▶ [PROMPT] Pull out every line with the word "links" from the entries below.

▶ [DATA]

# # # #

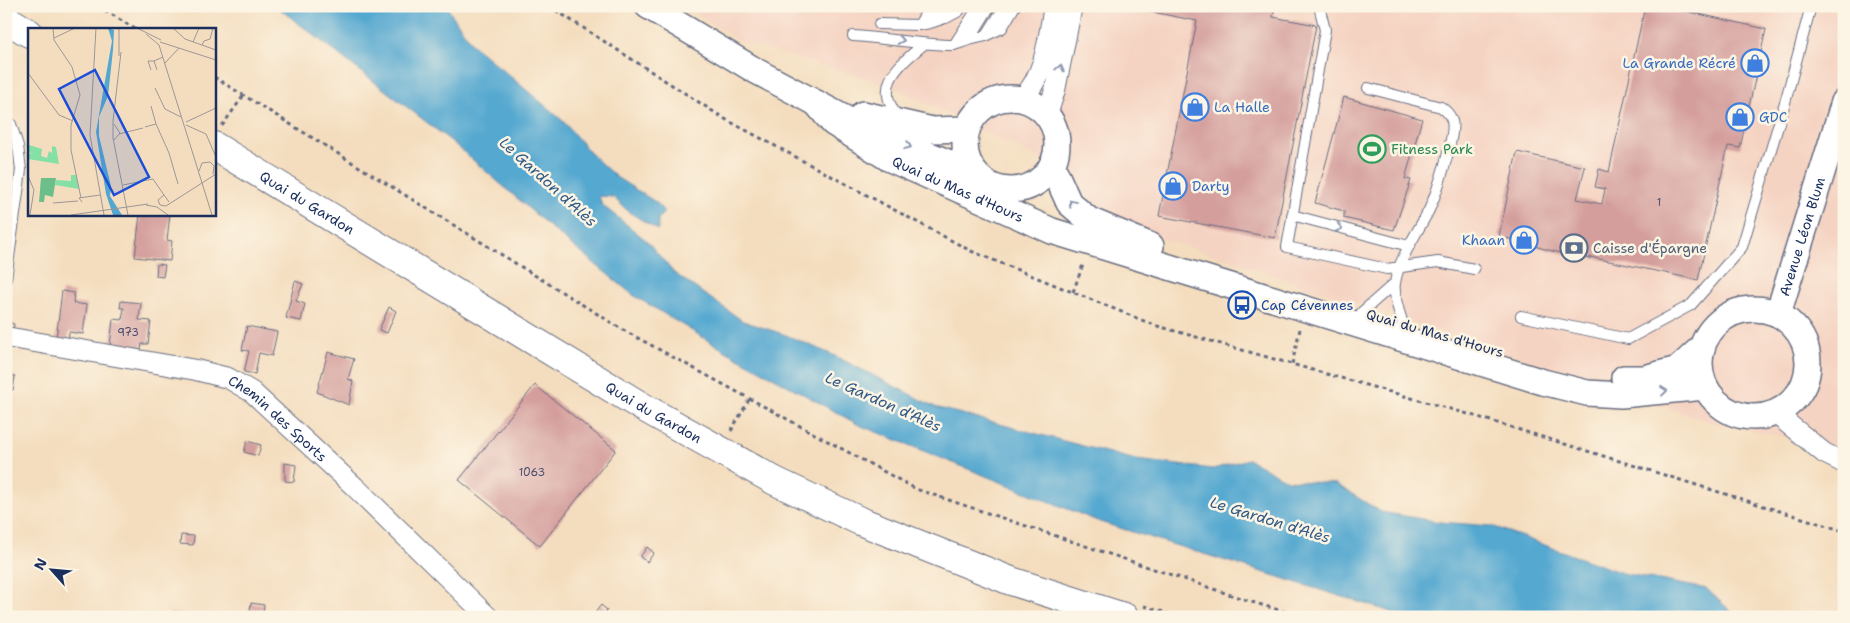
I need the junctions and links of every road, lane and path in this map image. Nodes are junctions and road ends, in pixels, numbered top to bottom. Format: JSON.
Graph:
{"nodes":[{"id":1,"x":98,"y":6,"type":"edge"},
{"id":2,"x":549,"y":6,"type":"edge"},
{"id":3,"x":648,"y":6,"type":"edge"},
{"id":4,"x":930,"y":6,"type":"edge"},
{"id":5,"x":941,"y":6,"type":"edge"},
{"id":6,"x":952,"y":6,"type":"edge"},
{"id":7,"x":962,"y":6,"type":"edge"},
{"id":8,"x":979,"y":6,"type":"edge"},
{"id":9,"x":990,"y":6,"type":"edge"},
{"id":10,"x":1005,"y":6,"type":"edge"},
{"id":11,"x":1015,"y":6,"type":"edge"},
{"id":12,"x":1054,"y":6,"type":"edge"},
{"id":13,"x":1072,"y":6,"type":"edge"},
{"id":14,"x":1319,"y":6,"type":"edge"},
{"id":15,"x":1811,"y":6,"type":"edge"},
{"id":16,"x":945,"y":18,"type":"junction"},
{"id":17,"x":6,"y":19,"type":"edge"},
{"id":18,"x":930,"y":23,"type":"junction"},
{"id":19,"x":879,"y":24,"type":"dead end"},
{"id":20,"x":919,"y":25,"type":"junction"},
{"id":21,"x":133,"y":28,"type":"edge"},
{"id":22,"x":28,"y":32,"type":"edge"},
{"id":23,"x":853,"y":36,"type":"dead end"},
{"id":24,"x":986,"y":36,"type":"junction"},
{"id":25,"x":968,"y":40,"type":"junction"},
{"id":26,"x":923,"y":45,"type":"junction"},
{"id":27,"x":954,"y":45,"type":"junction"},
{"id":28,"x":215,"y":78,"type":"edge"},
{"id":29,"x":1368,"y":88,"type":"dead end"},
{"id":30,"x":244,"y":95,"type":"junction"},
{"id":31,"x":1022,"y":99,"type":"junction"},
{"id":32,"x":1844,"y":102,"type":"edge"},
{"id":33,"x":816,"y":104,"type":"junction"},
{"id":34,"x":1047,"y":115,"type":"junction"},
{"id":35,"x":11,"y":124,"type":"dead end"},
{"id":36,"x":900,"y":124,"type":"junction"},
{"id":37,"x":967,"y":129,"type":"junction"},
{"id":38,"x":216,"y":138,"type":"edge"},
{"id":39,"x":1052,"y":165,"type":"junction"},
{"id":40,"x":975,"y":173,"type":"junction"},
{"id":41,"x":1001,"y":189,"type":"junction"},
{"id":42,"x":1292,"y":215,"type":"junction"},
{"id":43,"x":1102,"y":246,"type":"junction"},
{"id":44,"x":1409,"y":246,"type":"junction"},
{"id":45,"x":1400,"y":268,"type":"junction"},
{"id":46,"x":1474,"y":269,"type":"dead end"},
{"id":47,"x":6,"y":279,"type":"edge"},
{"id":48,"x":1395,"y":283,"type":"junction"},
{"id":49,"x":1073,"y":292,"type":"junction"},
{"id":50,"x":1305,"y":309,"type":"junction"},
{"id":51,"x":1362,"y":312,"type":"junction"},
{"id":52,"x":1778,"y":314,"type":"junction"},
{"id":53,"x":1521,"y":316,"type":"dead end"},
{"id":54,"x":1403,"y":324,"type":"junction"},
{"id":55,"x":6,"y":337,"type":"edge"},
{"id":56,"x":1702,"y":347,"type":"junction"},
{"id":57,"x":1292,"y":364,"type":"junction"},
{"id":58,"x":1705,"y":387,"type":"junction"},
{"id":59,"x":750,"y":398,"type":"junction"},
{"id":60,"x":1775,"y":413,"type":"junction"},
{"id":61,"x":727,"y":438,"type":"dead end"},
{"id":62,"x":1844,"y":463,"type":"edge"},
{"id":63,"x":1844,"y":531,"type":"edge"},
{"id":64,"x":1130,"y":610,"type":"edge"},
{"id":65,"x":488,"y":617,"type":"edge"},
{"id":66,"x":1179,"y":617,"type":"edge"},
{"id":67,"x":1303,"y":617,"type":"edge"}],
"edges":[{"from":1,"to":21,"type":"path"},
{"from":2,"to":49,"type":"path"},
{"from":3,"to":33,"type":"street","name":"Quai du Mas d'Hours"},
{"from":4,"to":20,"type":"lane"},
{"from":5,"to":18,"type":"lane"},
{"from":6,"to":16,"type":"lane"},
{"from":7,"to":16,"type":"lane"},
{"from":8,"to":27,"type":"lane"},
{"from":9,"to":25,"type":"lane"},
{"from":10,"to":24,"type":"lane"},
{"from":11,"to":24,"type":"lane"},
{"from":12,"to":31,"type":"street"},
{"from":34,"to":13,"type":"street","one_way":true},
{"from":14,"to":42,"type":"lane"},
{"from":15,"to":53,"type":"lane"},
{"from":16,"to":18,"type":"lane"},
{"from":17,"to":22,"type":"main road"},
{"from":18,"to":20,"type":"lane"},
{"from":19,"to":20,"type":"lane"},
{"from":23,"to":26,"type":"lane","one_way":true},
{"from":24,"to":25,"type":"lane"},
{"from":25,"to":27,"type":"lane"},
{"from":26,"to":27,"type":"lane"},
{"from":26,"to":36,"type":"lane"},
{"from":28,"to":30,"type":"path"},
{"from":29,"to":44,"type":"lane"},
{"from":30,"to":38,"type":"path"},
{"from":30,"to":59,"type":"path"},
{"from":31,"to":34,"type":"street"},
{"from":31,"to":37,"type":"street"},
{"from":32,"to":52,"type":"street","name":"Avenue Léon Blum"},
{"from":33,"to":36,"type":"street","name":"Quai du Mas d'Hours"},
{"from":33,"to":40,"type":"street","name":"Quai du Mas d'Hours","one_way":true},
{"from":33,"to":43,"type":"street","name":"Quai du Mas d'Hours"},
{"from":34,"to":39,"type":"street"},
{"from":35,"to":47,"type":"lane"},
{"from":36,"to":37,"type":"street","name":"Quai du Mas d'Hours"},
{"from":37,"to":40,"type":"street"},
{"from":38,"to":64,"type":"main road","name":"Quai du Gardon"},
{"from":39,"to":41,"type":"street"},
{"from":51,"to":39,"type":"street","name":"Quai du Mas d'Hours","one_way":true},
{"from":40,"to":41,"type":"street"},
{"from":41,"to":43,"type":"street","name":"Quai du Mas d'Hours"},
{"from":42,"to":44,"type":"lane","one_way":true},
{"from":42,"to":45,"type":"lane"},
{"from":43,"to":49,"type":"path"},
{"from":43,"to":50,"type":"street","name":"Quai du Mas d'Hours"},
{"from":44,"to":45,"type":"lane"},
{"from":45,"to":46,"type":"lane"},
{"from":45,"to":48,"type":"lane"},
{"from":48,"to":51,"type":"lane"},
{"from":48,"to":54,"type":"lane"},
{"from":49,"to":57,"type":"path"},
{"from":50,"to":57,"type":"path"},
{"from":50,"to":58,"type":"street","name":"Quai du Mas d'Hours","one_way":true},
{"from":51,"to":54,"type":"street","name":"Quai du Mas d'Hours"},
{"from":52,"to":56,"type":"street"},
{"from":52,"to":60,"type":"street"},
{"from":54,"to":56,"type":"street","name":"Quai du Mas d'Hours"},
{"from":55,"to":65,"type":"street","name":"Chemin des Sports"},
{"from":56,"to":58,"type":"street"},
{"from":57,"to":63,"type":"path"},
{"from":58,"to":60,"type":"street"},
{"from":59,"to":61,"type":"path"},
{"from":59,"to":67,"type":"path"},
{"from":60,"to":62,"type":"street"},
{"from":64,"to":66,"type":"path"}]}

# # # #

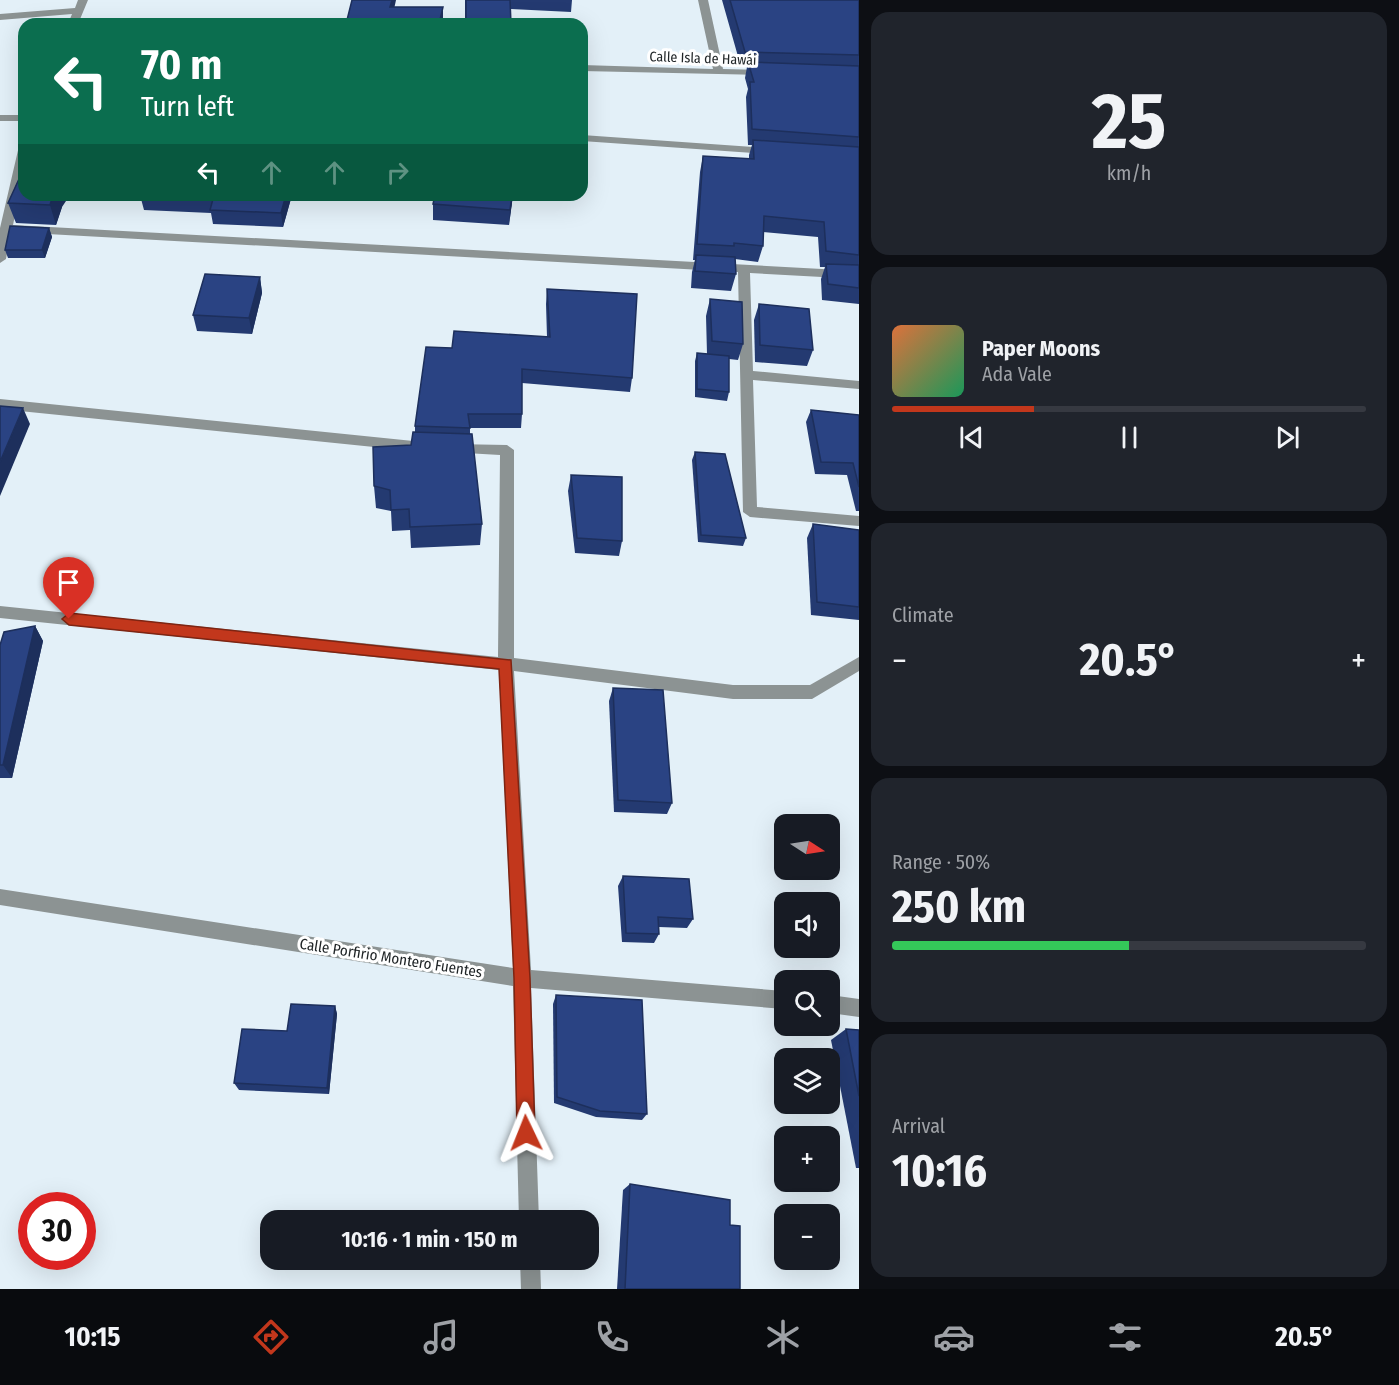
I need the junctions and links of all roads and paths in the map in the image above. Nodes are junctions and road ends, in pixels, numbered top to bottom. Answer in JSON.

# # # #

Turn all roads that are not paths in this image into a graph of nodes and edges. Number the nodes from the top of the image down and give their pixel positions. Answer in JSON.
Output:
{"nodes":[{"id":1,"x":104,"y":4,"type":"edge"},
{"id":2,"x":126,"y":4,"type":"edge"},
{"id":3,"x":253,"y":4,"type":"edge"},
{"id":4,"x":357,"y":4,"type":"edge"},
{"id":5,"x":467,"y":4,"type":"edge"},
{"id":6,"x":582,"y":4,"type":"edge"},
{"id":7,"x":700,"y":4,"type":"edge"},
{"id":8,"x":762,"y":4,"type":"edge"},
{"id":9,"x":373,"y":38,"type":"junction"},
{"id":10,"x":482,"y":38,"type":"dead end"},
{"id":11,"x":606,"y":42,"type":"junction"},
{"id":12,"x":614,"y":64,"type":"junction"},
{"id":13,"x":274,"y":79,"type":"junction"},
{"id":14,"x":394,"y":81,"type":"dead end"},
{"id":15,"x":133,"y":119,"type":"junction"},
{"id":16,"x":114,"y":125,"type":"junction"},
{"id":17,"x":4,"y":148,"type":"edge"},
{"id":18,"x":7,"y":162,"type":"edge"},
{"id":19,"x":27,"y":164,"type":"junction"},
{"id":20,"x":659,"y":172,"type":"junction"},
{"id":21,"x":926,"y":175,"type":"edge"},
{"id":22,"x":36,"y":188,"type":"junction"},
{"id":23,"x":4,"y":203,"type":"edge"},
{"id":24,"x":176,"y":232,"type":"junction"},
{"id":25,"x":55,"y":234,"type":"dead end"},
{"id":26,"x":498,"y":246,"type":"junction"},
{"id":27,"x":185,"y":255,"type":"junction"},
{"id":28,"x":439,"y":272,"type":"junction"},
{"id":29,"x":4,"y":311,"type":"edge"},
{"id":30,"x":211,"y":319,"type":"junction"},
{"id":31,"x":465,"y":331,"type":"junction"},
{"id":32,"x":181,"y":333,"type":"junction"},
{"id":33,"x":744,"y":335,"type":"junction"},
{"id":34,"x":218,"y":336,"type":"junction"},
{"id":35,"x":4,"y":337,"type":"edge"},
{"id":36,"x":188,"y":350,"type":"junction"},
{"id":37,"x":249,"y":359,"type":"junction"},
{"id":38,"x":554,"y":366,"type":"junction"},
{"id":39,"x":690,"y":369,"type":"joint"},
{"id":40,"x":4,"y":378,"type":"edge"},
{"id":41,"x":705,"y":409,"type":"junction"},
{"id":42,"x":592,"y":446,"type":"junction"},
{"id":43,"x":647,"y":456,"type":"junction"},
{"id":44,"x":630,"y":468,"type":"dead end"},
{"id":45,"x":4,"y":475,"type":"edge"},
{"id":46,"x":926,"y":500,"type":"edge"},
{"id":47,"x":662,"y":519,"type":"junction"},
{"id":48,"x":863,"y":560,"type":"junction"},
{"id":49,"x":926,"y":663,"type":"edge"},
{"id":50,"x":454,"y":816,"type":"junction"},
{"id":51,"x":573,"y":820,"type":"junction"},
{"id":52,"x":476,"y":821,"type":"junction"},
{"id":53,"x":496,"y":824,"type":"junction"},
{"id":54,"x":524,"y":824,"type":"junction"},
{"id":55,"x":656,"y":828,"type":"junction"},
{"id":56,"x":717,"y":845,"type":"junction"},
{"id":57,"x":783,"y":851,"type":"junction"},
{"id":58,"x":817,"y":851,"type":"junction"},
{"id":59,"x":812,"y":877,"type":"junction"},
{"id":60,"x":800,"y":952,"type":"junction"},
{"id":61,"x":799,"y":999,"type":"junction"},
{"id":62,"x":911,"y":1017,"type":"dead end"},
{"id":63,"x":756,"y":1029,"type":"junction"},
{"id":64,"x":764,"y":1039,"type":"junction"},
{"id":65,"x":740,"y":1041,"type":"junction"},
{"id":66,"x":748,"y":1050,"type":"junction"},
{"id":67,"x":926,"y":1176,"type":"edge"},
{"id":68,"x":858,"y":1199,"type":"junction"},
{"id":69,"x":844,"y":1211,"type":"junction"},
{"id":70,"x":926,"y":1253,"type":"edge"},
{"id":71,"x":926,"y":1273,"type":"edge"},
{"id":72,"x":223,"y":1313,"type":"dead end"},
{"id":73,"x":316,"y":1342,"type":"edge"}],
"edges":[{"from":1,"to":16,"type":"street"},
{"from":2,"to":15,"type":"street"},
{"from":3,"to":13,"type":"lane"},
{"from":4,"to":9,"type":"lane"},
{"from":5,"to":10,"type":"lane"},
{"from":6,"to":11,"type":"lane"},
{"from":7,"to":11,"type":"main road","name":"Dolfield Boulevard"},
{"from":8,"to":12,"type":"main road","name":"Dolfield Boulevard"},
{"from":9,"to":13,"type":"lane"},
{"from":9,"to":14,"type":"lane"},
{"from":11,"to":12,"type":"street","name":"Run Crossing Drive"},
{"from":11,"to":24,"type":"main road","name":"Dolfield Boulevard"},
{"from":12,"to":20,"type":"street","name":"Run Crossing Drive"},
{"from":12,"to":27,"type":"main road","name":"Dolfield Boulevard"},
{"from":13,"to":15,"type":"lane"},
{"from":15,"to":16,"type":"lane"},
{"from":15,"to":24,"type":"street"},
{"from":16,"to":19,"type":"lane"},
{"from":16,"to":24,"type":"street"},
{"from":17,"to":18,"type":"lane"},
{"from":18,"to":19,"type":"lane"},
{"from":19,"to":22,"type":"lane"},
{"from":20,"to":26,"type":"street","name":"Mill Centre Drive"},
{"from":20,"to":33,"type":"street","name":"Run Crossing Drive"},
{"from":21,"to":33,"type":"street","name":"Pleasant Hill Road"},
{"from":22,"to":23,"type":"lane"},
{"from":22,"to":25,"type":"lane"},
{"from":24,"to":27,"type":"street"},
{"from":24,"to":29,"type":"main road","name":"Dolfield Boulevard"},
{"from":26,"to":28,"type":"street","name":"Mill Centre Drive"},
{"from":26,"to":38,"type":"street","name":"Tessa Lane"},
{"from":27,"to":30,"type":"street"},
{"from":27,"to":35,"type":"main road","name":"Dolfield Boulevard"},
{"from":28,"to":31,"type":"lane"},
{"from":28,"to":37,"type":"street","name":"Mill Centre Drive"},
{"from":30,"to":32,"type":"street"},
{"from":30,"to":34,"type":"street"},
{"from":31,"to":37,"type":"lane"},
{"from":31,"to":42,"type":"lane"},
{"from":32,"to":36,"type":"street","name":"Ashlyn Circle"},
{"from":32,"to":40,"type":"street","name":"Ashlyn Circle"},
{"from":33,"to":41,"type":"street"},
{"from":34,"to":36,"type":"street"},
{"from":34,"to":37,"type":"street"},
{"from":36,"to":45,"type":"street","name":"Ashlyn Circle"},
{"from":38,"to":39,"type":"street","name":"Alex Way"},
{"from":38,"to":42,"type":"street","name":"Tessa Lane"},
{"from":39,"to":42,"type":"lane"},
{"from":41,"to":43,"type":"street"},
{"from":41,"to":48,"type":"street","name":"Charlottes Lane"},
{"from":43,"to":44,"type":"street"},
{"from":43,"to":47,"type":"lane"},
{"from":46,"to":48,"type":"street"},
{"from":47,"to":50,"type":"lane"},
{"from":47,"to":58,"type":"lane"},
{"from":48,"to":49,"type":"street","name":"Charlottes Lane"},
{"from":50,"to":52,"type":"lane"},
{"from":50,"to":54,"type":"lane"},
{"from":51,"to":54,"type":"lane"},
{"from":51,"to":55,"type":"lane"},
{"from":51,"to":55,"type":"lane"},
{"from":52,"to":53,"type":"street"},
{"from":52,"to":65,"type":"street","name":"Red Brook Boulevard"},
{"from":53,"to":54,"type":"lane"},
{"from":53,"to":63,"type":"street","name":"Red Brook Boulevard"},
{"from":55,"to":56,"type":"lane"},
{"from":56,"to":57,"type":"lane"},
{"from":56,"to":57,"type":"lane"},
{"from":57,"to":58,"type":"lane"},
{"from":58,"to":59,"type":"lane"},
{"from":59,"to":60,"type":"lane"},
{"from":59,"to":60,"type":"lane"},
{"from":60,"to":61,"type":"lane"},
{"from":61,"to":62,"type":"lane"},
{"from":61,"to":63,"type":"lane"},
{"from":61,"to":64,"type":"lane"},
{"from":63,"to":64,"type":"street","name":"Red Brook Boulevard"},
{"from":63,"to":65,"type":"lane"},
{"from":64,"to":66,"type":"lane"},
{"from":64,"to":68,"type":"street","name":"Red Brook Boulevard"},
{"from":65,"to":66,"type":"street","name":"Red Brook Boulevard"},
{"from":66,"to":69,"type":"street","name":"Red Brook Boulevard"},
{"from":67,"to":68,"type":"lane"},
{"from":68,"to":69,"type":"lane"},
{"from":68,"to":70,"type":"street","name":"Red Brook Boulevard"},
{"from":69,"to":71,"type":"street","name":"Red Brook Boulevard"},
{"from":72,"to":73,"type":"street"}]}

# # # #

▶ [SOLUTION TO THIS TASK]
I need the junctions and links of every road, lane and path in this map image. Nodes are junctions and road ends, in pixels, numbered top to bottom. Format: JSON.
I need the junctions and links of all roads and paths in the map in the image above. Nodes are junctions and road ends, in pixels, numbered top to bottom. Answer in JSON.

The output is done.